* [Work order] Find how many lines of the records hold the string "lane" and reply with only that total.

* [Data records]
┄┄┄┄┄┄┄┄┄┄

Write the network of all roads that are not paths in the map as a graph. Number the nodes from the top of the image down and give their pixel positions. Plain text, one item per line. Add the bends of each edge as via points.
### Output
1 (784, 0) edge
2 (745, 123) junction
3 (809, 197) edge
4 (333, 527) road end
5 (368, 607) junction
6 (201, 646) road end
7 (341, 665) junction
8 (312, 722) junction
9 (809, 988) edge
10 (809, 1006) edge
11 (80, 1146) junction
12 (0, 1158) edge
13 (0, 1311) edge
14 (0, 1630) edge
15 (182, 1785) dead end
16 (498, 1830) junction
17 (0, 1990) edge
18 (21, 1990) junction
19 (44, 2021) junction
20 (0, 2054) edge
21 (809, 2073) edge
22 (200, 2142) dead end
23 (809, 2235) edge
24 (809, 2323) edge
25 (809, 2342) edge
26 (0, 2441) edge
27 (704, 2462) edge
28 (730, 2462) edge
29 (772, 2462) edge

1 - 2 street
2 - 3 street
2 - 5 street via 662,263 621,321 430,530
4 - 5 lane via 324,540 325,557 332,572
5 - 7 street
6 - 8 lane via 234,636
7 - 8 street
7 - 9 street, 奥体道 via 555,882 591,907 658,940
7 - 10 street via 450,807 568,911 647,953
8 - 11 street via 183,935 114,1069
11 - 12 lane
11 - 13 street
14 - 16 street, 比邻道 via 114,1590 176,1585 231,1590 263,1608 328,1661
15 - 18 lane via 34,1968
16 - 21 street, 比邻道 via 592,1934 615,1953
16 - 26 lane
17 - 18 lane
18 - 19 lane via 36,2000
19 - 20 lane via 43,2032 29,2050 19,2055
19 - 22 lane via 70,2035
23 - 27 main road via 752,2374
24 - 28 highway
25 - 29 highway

┄┄┄┄┄┄┄┄┄┄

* [Task solution] 9